Takeaways from recent deals
In private deals, UK sellers should expect US acquirers to ask for completion accounts, and US buyers should be aware of a typical UK seller’s expectations. To advance its position, a UK seller focused on using a locked-box structure should be ready to deliver audited financial statements to a US buyer or have accounts prepared that buyers can confidently rely on. If working to a tight timeline, US buyers can push for completion accounts on the basis that they do not need to do the upfront work of agreeing on locked-box accounts and instead just need to agree on the methods that will be used to adjust the purchase price at closing.
The prevalence of locked-box mechanisms may decrease further in the UK in 2023 if US acquirers favouring completion accounts outpace UK private equity (PE) buyout firms, which are expected to continue a slower pace of transactions given debt markets constraints. Where locked-box mechanics are used, ticking fees may become more prevalent, in particular as global complexity and the timelines for M&A antitrust and regulatory processes continue to increase.
Deal certainty
UK and US dealmakers take different approaches to closing conditions, which must be satisfied before a deal can complete. In the UK and Europe, deals rarely involve conditions other than receipt of any required regulatory and antitrust approvals. As a result, assuming satisfaction of any regulatory or antitrust conditions, deal and business risk is typically transferred to the buyer upon signing of a deal.
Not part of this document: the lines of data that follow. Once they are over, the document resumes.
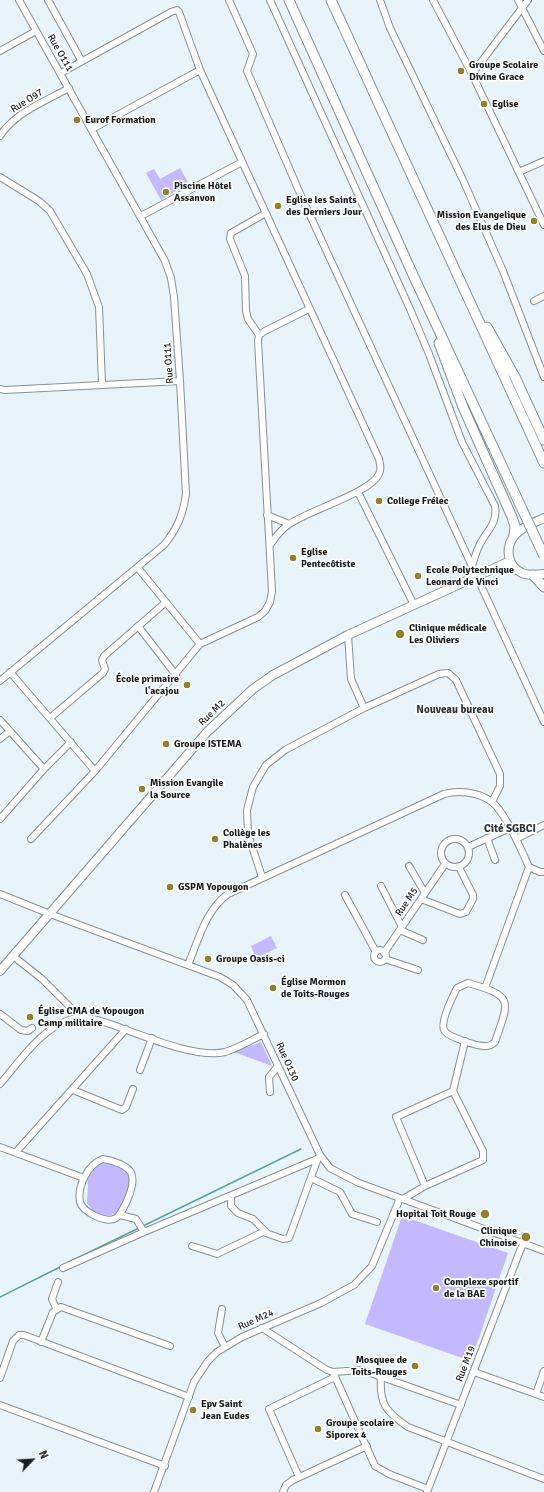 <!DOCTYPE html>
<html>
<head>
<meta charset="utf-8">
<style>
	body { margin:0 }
	#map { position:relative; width:544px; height:1492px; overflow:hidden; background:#e9f3fa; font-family:Signika,sans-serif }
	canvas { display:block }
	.north { position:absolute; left:12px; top:1440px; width:40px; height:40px; -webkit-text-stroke:3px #fff; paint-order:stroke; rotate:65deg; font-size:11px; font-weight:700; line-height:16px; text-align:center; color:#181c1e }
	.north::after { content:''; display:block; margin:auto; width:14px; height:18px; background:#181c1e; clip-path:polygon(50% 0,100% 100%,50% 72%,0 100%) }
</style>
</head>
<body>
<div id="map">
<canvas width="544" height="1492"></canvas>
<div class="north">N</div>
</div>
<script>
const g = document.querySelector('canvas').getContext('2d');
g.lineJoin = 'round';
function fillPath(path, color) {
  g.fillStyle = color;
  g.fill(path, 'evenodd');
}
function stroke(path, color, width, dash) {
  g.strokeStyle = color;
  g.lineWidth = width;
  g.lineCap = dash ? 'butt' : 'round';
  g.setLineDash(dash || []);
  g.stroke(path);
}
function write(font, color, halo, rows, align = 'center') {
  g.font = font + ' Signika,sans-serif';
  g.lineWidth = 3.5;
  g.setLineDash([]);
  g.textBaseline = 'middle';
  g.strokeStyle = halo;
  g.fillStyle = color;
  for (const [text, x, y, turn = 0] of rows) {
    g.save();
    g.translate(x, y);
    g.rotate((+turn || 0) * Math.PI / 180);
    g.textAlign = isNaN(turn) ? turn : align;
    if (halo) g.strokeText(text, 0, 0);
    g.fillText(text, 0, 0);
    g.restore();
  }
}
fillPath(new Path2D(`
	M180 168 189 184 161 200 146 173 154 169 160 179Z
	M271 936 277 948 256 958 251 946Z
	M261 1042 272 1066 234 1052Z
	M100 1163C114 1164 136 1170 131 1190 129 1197 123 1205 119 1212 102 1219 98 1217 87 1204L88 1183 86 1178Z
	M402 1216 508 1253 471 1361 365 1324Z`), '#c4b8fe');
stroke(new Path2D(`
	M143 1226 301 1149
	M71 1261 139 1228
	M0 1297 62 1266`), '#51a79b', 1.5);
const minor = new Path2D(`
	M48 0 81 60
	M229 0 253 54 247 71 302 198 544 722
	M270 0 410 309 429 354 462 442 495 506C498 524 486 531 479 546 476 552 474 560 472 566
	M380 0 390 28 463 180 503 271 544 377
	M433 0 472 74 544 225
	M518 0 544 51
	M0 51 36 31
	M61 73 171 12 177 10 179 12 200 70 379 459C380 465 382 469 379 474 371 493 306 511 288 525 280 530 275 538 270 545
	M472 74 528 0
	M92 129 200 70
	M0 136C14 113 46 101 69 88
	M519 172 544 161
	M0 177 39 201 50 211 87 274 99 307 102 384
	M141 216 242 162
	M534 301 544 296
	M259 335 248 319 246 311 245 276 230 239 231 233 266 213
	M0 389 5 390 180 381
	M358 492 414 605
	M267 515 289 524
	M138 568 200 644
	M138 626 176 675
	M348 635 351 679 364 708
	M10 672 95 771
	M0 681 164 545C177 529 183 515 186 494L180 381 174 297 171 278 165 261 19 0
	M50 718 103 673 105 669 102 660 104 656 166 602
	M0 720 44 769
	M0 739 10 731
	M0 819 44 769 71 742
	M487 838 495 860
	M31 839 95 771 200 644 258 617 265 611 270 602 272 591 258 341 259 335 265 331 309 309
	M516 839 544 825
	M441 853a14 14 0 1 1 28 0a14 14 0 1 1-28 0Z
	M468 847 510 828
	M409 866 425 893
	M529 867 540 872H544
	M262 877 248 834 247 810 253 787 266 765 285 750 364 708 439 674 448 673 456 680 500 774V786L492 802
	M381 886 402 927
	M0 894 50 914 220 977 233 985 247 1000 320 1155 330 1168 359 1183 544 1251
	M345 895 376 952
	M421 899 460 914 466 912 473 899V895L459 867
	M400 930 423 940
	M374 956a6 6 0 1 1 12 0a6 6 0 1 1-12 0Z
	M384 953 445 864
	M13 956 42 979 81 1018
	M385 959 418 970
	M188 965C199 939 205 911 228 894L444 794C459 790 479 792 492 802 505 812 522 851 529 867L485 988
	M468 983C515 996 509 1001 495 1042 492 1044 491 1046 487 1046 479 1047 447 1037 444 1030 440 1021 453 996 457 988Z
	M0 1014 21 1030 28 1031 32 1028
	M140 1070 152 1038
	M0 1084C20 1061 41 1028 72 1019 85 1015 101 1021 113 1025 142 1035 196 1059 225 1052 239 1048 251 1040 264 1034
	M73 1090 122 1110 126 1107 133 1089
	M453 1091 483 1151V1160L425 1186 396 1117Z
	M453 1091 465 1041
	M270 1092 269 1077 278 1066
	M0 1147 84 1178
	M16 1152 126 1029
	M103 1159C134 1165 139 1175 126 1203 123 1208 121 1215 116 1218 106 1224 83 1212 80 1202 77 1186 88 1164 103 1159Z
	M311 1178 340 1192 352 1214 377 1222
	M231 1196V1206L238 1213 253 1219 267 1233
	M403 1199 425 1186
	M120 1215 136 1219 144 1232
	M192 1246 217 1254 263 1232 283 1239 289 1238 318 1158
	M63 1268 144 1232 317 1159
	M56 1308 52 1299 58 1282
	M222 1309 218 1333 225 1347
	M262 1328 327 1370 333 1372 362 1370 461 1405
	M41 1342 53 1312 61 1307 170 1346
	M333 1372 375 1466 389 1474 428 1489
	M474 1372 544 1397
	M381 1376C379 1404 386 1412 408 1427L544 1479
	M0 1378 13 1341 19 1335H24L189 1397
	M536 1394 544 1371
	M0 1405 165 1466
	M299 1477 269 1409 335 1377
	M154 1492 194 1382 208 1361 217 1352 242 1337 321 1303 354 1285 372 1266 400 1198
	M283 1492 286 1485 293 1480 367 1446
	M427 1492 523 1243`);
const major = new Path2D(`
	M544 518C534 523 521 527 514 536 505 548 507 566 522 573 529 576 537 575 544 574
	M0 971 207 732 253 689 273 675 348 635 510 561`);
const highway = new Path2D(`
	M289 0 414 277 523 511
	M331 0 544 463
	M487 327 515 377 544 440
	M439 343 463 407 512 517 515 526 514 535
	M533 575 544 587`);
stroke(minor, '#869096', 8);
stroke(major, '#869096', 10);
stroke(highway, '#869096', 11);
stroke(minor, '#fff', 6);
stroke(major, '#fff', 8);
stroke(highway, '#fff', 9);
const highwayBridge = new Path2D(`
	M523 511 544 556`);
stroke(highwayBridge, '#869096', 11, []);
stroke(highwayBridge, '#fff', 9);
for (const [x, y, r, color] of [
	[461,71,4,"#908027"],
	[484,104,4,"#908027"],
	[77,120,4,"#908027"],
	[166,192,4,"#908027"],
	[278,206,4,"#908027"],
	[534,221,4,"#908027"],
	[379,501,4,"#908027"],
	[293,558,4,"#908027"],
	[418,576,4,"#908027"],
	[400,634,5,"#908027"],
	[187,685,4,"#908027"],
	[166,744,4,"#908027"],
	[142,789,4,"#908027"],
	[215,839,4,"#908027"],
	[170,887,4,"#908027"],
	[208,959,4,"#908027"],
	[273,988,4,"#908027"],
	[30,1017,4,"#908027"],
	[485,1214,5,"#908027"],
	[526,1237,5,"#908027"],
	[436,1288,4,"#908027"],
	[415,1366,4,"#908027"],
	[193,1410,4,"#908027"],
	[318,1429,4,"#908027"]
]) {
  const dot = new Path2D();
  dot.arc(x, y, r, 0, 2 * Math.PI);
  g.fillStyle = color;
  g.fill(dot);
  stroke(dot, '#fff', 1.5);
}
write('10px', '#181c1e', '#fff', [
	["Rue O111",60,53,60],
	["Rue O97",27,101,-32],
	["Rue O111",169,363,-94],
	["Rue M2",212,713,-44],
	["Rue M5",407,902,-56],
	["Rue O130",287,1062,66],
	["Rue M24",256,1320,-24],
	["Rue M19",466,1364,-69]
]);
write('bold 10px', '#181c1e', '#fff', [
	["Groupe Scolaire",469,65],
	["Divine Grace",469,77],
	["Eglise",492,104],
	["Eurof Formation",85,120],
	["Piscine Hôtel",174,186],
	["Assanvon",174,198],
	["Eglise les Saints",286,200],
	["des Derniers Jour",286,212],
	["Mission Evangelique",526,215,"right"],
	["des Elus de Dieu",526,227,"right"],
	["College Frélec",387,501],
	["Eglise",301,552],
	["Pentecôtiste",301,564],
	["Ecole Polytechnique",426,570],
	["Leonard de Vinci",426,582],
	["Clinique médicale",409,628],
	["Les Oliviers",409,640],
	["École primaire",179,679,"right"],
	["l'acajou",179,691,"right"],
	["Groupe ISTEMA",174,744],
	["Mission Evangile",150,783],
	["la Source",150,795],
	["Collège les",223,833],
	["Phalènes",223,845],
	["GSPM Yopougon",178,887],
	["Groupe Oasis-ci",216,959],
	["Église Mormon",281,982],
	["de Toits-Rouges",281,994],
	["Église CMA de Yopougon",38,1011],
	["Camp militaire",38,1023],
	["Hopital Toit Rouge",476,1214,"right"],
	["Clinique",517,1231,"right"],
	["Chinoise",517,1243,"right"],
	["Complexe sportif",444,1282],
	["de la BAE",444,1294],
	["Mosquee de",407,1360,"right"],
	["Toits-Rouges",407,1372,"right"],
	["Epv Saint",201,1404],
	["Jean Eudes",201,1416],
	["Groupe scolaire",326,1423],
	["Siporex 4",326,1435]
], 'left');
write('bold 11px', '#2c3439', '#fff', [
	["Nouveau bureau",455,710],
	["Cité SGBCI",510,829]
]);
</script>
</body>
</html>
Under US practice, deal and business risk is typically not transferred until deal completion. While completion conditions will vary, conditions in a US-led deal may include a requirement for the seller’s representations and warranties to be materially accurate at completion, material compliance with interim covenants, and the absence of a material adverse change (MAC), in addition to any regulatory or antitrust conditions. With increasing numbers of US acquirers in the UK market, UK dealmakers can expect to discuss a wider range of deal conditions than in the past and should familiarise themselves with the US approach to conditionality.
MAC clauses in focus
MAC clauses, which give a buyer the right to walk away from a deal in the event of a MAC to the target business between signing and closing, are far less common in the UK than in the US. In the UK, just 12% of private deals included MAC clauses in 2021. In comparison, 98% of US deals included some form of MAC clause.
Although MAC clauses are commonly included in US documentation, a MAC is seen as a truly significant and sustained adverse change in the target’s business that was not known to, or anticipated by, the buyer at the time of signing. As a result of this high threshold, US courts rarely find that a MAC exists. Instead, US buyers will walk away from acquisitions following the target’s failure to satisfy a closing condition likely tied to a material breach of interim covenants or, where a materiality standard other than a MAC applies, a breach of warranties by the target.
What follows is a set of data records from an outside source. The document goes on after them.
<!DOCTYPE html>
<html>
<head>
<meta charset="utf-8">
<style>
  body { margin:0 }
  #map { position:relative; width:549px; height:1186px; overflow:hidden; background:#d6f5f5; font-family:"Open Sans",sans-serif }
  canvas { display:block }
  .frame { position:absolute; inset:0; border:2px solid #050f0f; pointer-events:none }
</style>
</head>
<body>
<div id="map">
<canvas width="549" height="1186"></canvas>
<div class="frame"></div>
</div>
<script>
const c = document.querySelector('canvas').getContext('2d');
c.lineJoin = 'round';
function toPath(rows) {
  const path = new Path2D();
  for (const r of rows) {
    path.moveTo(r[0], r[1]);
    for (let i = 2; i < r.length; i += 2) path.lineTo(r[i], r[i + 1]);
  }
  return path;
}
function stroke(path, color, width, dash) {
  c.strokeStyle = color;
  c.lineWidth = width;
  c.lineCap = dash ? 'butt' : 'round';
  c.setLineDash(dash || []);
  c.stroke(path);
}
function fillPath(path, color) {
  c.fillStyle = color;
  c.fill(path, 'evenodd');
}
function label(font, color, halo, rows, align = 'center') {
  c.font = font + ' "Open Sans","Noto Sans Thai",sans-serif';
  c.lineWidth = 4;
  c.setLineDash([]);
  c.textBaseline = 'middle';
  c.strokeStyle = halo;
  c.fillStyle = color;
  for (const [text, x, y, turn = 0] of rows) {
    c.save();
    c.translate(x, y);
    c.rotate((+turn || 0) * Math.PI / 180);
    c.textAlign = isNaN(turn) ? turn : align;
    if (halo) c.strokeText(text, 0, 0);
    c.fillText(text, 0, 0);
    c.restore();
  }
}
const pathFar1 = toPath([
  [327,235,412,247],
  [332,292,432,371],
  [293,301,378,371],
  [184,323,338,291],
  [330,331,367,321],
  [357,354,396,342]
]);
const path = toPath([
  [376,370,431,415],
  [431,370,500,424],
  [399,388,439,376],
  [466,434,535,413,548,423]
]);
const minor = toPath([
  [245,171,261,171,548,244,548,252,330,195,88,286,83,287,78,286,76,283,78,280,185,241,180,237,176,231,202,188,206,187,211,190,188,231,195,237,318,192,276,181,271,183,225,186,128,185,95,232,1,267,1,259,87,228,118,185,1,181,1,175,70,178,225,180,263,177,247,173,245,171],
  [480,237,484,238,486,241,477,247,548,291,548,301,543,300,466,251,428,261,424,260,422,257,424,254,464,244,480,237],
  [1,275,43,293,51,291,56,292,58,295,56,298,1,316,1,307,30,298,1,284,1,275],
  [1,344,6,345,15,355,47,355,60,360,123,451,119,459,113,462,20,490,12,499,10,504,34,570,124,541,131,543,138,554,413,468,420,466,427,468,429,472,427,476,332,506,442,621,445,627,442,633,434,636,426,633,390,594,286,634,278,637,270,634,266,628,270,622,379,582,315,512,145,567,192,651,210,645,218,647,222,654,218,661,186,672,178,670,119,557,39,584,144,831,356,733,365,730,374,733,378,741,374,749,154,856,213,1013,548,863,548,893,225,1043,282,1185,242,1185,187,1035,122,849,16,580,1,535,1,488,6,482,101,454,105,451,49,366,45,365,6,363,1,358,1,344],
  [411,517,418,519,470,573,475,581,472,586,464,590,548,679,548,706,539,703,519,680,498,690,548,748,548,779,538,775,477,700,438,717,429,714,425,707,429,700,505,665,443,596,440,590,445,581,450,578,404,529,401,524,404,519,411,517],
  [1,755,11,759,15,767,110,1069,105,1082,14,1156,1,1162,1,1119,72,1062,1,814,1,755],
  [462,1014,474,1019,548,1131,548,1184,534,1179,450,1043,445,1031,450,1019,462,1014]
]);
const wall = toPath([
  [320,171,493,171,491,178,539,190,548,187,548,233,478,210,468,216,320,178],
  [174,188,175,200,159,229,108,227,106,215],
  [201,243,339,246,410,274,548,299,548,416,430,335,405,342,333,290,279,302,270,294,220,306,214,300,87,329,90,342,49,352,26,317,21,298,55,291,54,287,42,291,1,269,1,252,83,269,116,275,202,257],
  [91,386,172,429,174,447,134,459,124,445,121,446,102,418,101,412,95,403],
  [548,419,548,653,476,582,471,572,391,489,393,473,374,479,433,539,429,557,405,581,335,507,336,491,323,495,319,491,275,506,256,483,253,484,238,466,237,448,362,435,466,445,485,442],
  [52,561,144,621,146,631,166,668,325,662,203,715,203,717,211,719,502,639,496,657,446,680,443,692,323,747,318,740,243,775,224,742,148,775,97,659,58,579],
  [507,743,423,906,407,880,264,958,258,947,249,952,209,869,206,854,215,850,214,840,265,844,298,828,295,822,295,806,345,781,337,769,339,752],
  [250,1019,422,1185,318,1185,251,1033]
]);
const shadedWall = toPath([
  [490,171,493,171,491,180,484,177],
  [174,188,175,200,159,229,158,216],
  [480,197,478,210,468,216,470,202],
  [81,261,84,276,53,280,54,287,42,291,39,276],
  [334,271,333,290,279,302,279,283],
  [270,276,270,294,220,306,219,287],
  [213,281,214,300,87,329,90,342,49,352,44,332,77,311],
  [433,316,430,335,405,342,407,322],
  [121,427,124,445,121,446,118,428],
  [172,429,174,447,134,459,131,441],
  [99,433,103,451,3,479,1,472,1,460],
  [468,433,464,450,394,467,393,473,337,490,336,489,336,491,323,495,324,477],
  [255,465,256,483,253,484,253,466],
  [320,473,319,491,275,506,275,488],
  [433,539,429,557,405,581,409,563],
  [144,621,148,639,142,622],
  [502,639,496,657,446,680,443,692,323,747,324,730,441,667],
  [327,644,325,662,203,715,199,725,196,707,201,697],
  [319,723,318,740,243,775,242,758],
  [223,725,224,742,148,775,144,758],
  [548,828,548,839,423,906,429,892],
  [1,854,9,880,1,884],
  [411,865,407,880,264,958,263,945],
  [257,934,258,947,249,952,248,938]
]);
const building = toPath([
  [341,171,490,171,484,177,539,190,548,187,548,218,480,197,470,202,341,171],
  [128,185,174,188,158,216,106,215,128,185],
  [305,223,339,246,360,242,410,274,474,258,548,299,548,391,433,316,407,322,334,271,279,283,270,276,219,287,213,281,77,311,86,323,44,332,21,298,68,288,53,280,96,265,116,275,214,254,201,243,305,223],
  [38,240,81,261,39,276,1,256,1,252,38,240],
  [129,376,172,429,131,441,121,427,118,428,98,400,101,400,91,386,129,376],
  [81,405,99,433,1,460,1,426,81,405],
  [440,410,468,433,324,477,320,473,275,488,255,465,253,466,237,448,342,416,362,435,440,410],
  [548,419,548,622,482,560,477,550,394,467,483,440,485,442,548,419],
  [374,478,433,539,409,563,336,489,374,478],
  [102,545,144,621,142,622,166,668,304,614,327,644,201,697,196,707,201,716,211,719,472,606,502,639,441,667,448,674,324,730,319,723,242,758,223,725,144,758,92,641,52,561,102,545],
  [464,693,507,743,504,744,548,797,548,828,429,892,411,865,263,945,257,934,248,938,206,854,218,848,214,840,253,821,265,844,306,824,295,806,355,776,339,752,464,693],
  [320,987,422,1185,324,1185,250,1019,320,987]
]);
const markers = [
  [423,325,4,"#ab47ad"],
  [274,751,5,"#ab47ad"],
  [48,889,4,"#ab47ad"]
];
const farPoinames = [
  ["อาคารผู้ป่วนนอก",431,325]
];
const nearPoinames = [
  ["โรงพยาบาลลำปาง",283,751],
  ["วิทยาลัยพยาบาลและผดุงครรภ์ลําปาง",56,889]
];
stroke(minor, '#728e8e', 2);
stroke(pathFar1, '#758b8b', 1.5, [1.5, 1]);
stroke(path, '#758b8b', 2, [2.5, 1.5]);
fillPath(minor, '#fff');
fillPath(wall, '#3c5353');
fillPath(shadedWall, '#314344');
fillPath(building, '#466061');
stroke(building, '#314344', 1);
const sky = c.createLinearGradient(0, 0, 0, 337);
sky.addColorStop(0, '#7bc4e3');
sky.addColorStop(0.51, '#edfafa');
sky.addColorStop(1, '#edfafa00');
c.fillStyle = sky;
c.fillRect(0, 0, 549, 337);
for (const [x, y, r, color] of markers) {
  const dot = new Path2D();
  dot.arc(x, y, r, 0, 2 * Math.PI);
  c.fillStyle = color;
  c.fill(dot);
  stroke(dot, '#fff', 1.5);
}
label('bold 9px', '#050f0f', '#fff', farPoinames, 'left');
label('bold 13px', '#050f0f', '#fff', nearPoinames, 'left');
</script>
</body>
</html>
As more US buyers enter the UK market, MAC clauses may become more common in UK deals. However, deal certainty remains critical, and UK sellers can be expected to resist requests for MAC clauses, particularly on competitive deals, instead relying on market precedent in Europe and the scarcity of case law in the UK as to what may signify a MAC event (albeit this can be addressed with appropriate drafting). UK sellers that do agree to a more traditional US conditionality construct should focus on conditions related to compliance with covenants and accuracy of warranties.
Recourse
Post-closing economic risk allocation in M&A in the US and the UK is increasingly nuanced and requires a multifaceted approach to risk minimisation and mitigation.
The rising appeal of ‘public-style’ deals
Historically, commercial warranties were a key tool in US and UK private deals for understanding and allocating risk, as well as forming part of the diligence and disclosure process. Acquisitions under US law have traditionally provided buyers with strong recourse against sellers through claims for breaches of representations and warranties, often given on an indemnity basis, in addition to escrow or holdback arrangements.
In contrast, a breach of warranty claim under English and Welsh law typically requires a buyer to prove how the breach reduced the overall value of the acquired shares, so these purchase agreements require buyers to rely more heavily on specific indemnities, and, in recent years, insurance.
Today, the allocation of risk between buyers and sellers for commercial warranties and other common areas of recourse is changing. In the US, ‘public-style’ or ‘no-recourse’ deals have become much more common in the highly competitive M&A markets of recent years, providing private sellers with risk protection levels similar to those in public deals. In a no-recourse deal, buyers have no recourse against sellers after closing for any breaches of representations, warranties, and pre-closing covenants.
In the UK, buyers’ ability to seek recourse post closing has also narrowed, though this trend remains deal dependent. Competitive deals have featured buyers accepting a limited, or sometimes nominal, level of seller recourse by way of warranty protections. Regardless, parties generally make exceptions to carve out obligations that are to be performed following closing and for claims for fraud.
Warranty and indemnity insurance
If a seller is not willing to stand behind warranties, then warranty and indemnity insurance (W&I) (or representations and warranty insurance (RWI) in the US) can provide a solution, with the insurance market offering a range of M&A risk management options for acquirers.
Insurance has become an important component of UK transactions in recent years. However, many buyers are now more critically evaluating the merits of W&I due to changing market dynamics and challenging macro conditions (which have cooled deal flow). As W&I has matured and buyers have become more experienced consumers of the insurance (and of low or nominal liability caps for warranties), the emerging picture is one of a product with a nuanced value. Deal-specific characteristics, structures, and issues are playing a key role in the demand for, and success of, W&I.
Increasingly, buyers in the UK are opting to forgo W&I altogether; instead accepting that they will have no recourse against the sellers and choosing to spend the W&I premium costs elsewhere. They are relying on the disclosure process, taking comfort from management rollover/seller reinvestment, and assessing/pricing any issues as they come to light. Despite the current slowdown, W&I will likely remain a feature of UK dealmaking in the coming years. However, W&I is not a panacea for all transactions, and dealmakers should structure processes accordingly.
In the US, the use of RWI has increased significantly in recent years. In most transactions, PE buyers have migrated to a no-recourse structure back-stopped by RWI. Some US strategic acquirers have similarly moved towards a no-recourse or ‘limited recourse’ structure that generally permits claims for breaches of ‘fundamental representations’ and/or for some portion of the deductible under an RWI policy. As with their PE counterparts, these buyers retain RWI, particularly in competitive auctions with PE sellers, as a back-stop.
However, many US strategic acquirers remain more focused on traditional US remedies, including seller indemnification and escrow obligations. The buyer requirements for a traditional remedy structure are often framed as part of the buyer’s willingness to pay a significant premium and the seller’s need to retain perceived post-closing accountability.
Given ongoing market uncertainty, deal practitioners expect UK and US market practice to pull back from the recent heavy focus on no-recourse transactions. US acquirers will likely expect a more traditional US approach, particularly in strategic acquisitions and proprietary PE transactions, and parties are likely to land on a hybrid recourse package.
Looking forward
The next 12 months will likely present significant opportunities for UK and US dealmakers, but in a world increasingly difficult to predict, dealmakers will need expert legal counsel to translate transatlantic terminology and guide optimal M&A terms to navigate key risks.